The Guidance starts from the noncontroversial premise that “pregnancy itself is not an impairment within the meaning of the ADA, and thus is never on its own a disability,” but observes that the threshold for “disability” was substantially reduced by the ADA Amendments Act of 2008, making it more likely that there will be a number of circumstances in which a pregnancy-related impairment will lead to a reasonable accommodation obligation. The Guidance provides the following examples of reasonable accommodations that may be necessary to accommodate an ADA qualified individual who suffers from a pregnancy-related disability:

  • Redistributing marginal or nonessential functions (for example, occasional lifting) that a pregnant worker cannot perform, or altering how an essential or marginal function is performed;
  • Modifying workplace policies by allowing a pregnant worker more frequent breaks or allowing her to keep a water bottle at a workstation even though the employer generally prohibits employees from keeping drinks at their workstations;
  • Modifying a work schedule so that someone who experiences severe morning sickness can arrive later than her usual start time and leave later to make up the time;
  • Allowing a pregnant worker placed on bed rest to telework where feasible;
  • Granting leave in addition to what an employer would normally provide under a sick leave policy;
  • Purchasing or modifying equipment, such as a stool for a pregnant employee who needs to sit while performing job tasks typically performed while standing; and
  • Temporarily reassigning a pregnant worker to a “light duty” assignment/position if the employer does so for other employees who are similar in their ability or inability to work, unless the employer’s light duty policy uniformly restricts the number of light duty positions or the duration of light duty assignments.

Parental Leave

The Guidance also reiterates the EEOC’s position concerning parental leave policies.

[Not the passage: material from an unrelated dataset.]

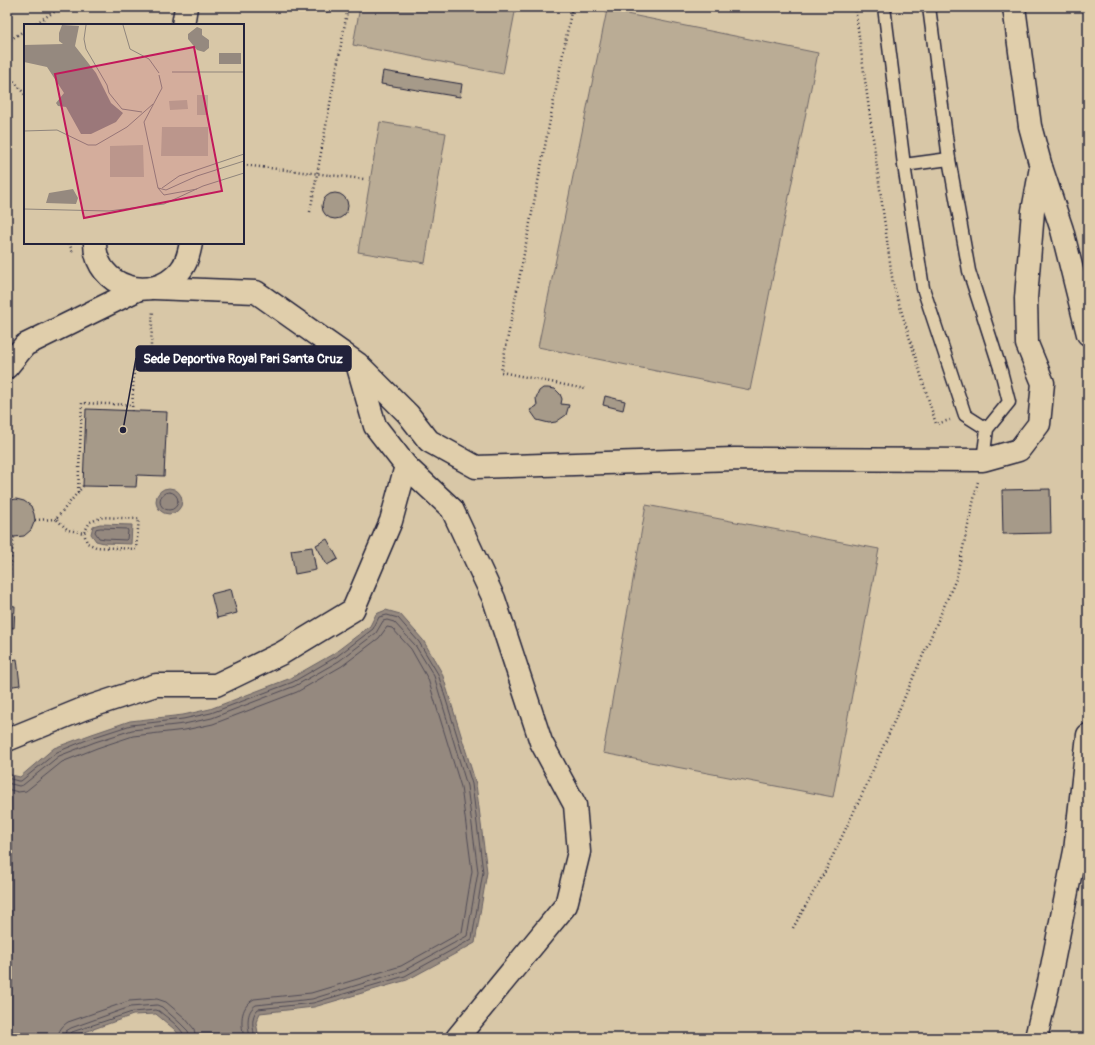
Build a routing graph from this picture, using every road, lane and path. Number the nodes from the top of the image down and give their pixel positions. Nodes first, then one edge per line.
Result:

It states that an employer that provides workers with the ability to take parental leave – i.e., leave for purposes of bonding with a child and/or providing care for a child, as distinguished from a medical leave due to pregnancy complications or due to the physical effects of childbirth – must provide it on the same terms to similarly situated female and male workers. Thus, an employer that provides greater paid leave to mothers for the period following the completion of recovery from childbirth than it provides to new fathers violates this non-discrimination requirement.

Conclusion

The Guidance provides some useful examples of the application of non-discrimination principles under the PDA. It also illustrates the potentially broad reach of accommodation obligations under the ADA for pregnant workers who qualify as disabled under the ADA. It further takes the controversial position that non-disabled pregnant workers will be entitled to accommodations given to disabled workers in some circumstances, as well as to other modifications that employers give to selected categories of workers, such as light duty opportunities for those with on-the-job injuries. This creates risk for employers that do not offer such accommodations and modifications to non-disabled pregnant workers, at least until a decision by the Supreme Court in the Young case.